Encouragingly, good numbers of bidders have demonstrated a clear desire not just to carefully scan through catalogues and compete for items, but also to spot sleepers or place speculative bids if they think a particular lot warrants it.

Ample opportunities

A recent three-day sale at Bamfords (21% buyer’s premium) of Derby gave ample opportunities for buyers with over 1900 lots offered in total, including 180 lots of paintings and works on paper.

The sale had been postponed back in March as it was originally due to be held in the first week of the lockdown. At the rescheduled event on May 20-22, James Lewis of Bamfords reported higher numbers of participants across the wide range of categories compared to equivalent events in the last year or so.

A higher take-up was also recorded, with the selling rate running at around 90% and the hammer total coming in at approximately £590,000.

Intriguing lady

Among the works commanding the most interest were a number of the pictures. One in particular caught the eye: an intriguing Old Master that brought fervent competition and made 30 times its top estimate.
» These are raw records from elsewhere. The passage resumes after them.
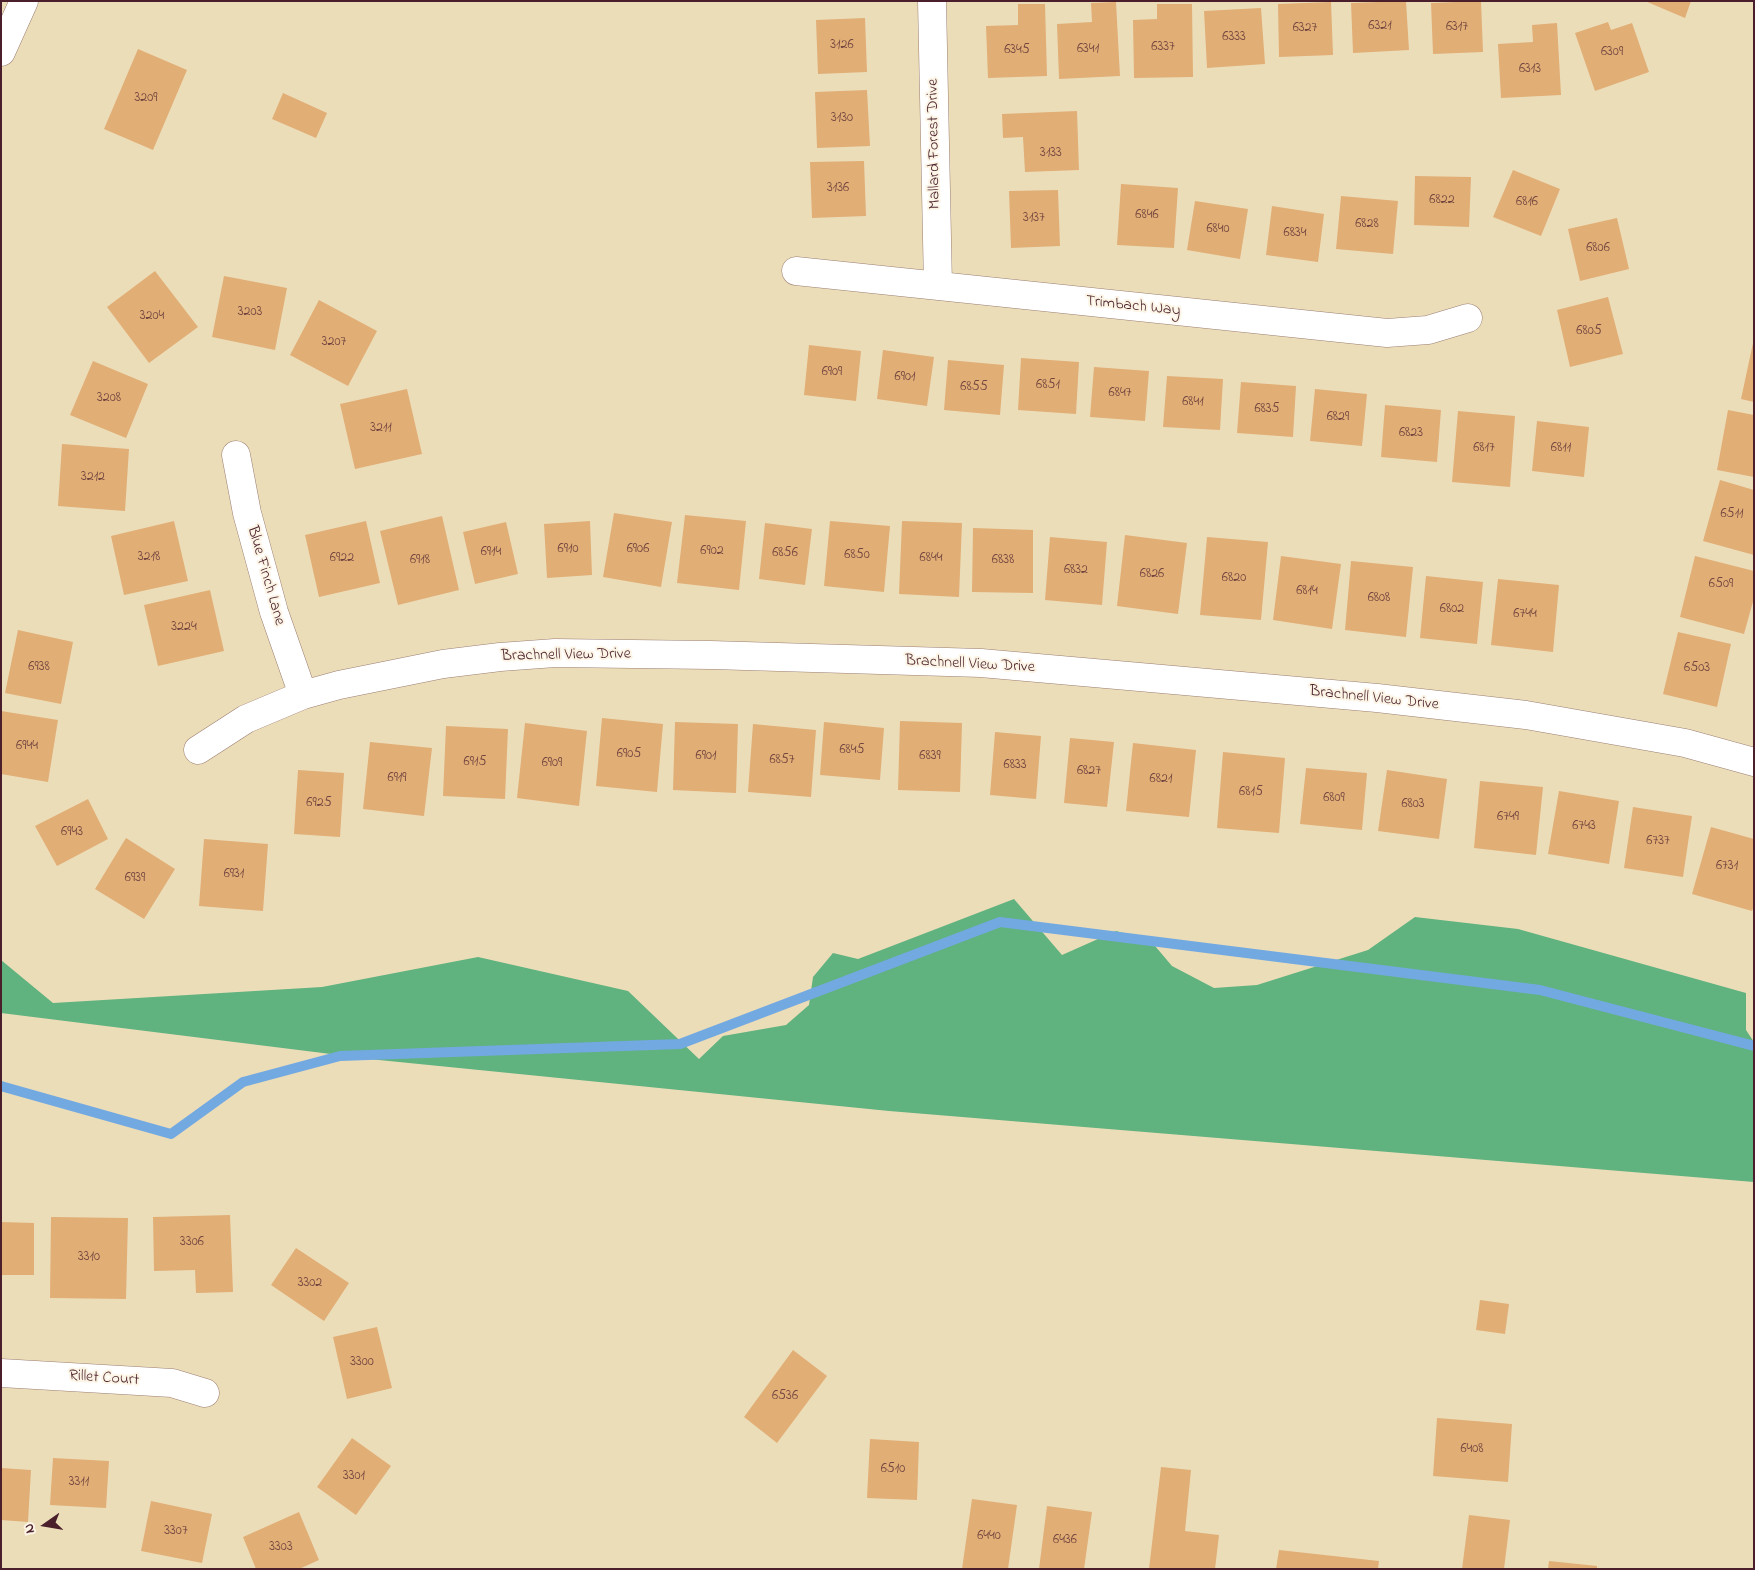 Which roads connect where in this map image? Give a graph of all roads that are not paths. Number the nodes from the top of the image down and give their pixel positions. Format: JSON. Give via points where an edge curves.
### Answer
{"nodes":[{"id":1,"x":24,"y":1,"type":"edge"},
{"id":2,"x":932,"y":1,"type":"edge"},
{"id":3,"x":1,"y":52,"type":"edge"},
{"id":4,"x":796,"y":271,"type":"dead end"},
{"id":5,"x":938,"y":286,"type":"junction"},
{"id":6,"x":1468,"y":318,"type":"dead end"},
{"id":7,"x":236,"y":455,"type":"dead end"},
{"id":8,"x":303,"y":695,"type":"junction"},
{"id":9,"x":198,"y":750,"type":"dead end"},
{"id":10,"x":1754,"y":762,"type":"edge"},
{"id":11,"x":1,"y":1373,"type":"edge"},
{"id":12,"x":204,"y":1393,"type":"dead end"}],
"edges":[{"from":1,"to":3,"type":"street"},
{"from":2,"to":5,"type":"street","name":"Mallard Forest Drive"},
{"from":4,"to":5,"type":"street","name":"Trimbach Way"},
{"from":5,"to":6,"type":"street","name":"Trimbach Way","via":[[1387,333],[1428,330]]},
{"from":7,"to":8,"type":"street","name":"Blue Finch Lane","via":[[247,513],[271,603]]},
{"from":8,"to":9,"type":"street","name":"Brachnell View Drive","via":[[246,719]]},
{"from":8,"to":10,"type":"street","name":"Brachnell View Drive","via":[[443,664],[555,653],[981,663],[1377,698],[1526,715],[1685,743]]},
{"from":11,"to":12,"type":"street","name":"Rillet Court","via":[[172,1383]]}]}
The 2ft 10in x 2ft 5in (86 x 73cm) oil on canvas of a lady with a pearl necklace and gold coins came from a deceased estate which provided a small selection of quality items to Bamfords. How the work was acquired was unknown, although an old lot number on the frame suggested it may have appeared at auction 40-50 years ago.

The auction house felt it had an appealing subject but no link to a particular artist could be established. It was therefore estimated at a there-to-be-sold level of £400-600.

Lewis said that it drew a “phenomenal rection”. Many bids were placed in advance and on the day it was sold for £18,000 to a private buyer on thesaleroom.com, making it the top lot of the entire auction. It appears that bidders believed it was a Florentine Baroque picture by a good hand.

Among the names suggested to ATG by Old Master specialists was Francesco Furini (1603-46), an artist noted for his depictions of buxom female subjects.

Influenced by Guido Reni, his works were often dramatically lit with the face of the figure being highly expressive. Examples occasionally appear on the market, most recently Artemisia, a slightly smaller oil on canvas that made $32,500 (£24,810) including premium at Sotheby’s New York in January, and Generosity or Liberality, a larger work that fetched $50,000 (£42,840) at Sotheby’s Paris in November.

Another possible candidate was Simone Pignoni (1611-18), a pupil of Furini who also painted many sensuous female portraits before he moved toward more overtly religious painting later in life. However, an alternative suggestion made was Giovanni Bilivert (1585-1644), an artist born in Florence to Flemish parents. He trained under Lodovico Cardi (or Cigoli) and was employed by the Grand Ducal court in Florence. Female allegorical figures were a known part of his oeuvre.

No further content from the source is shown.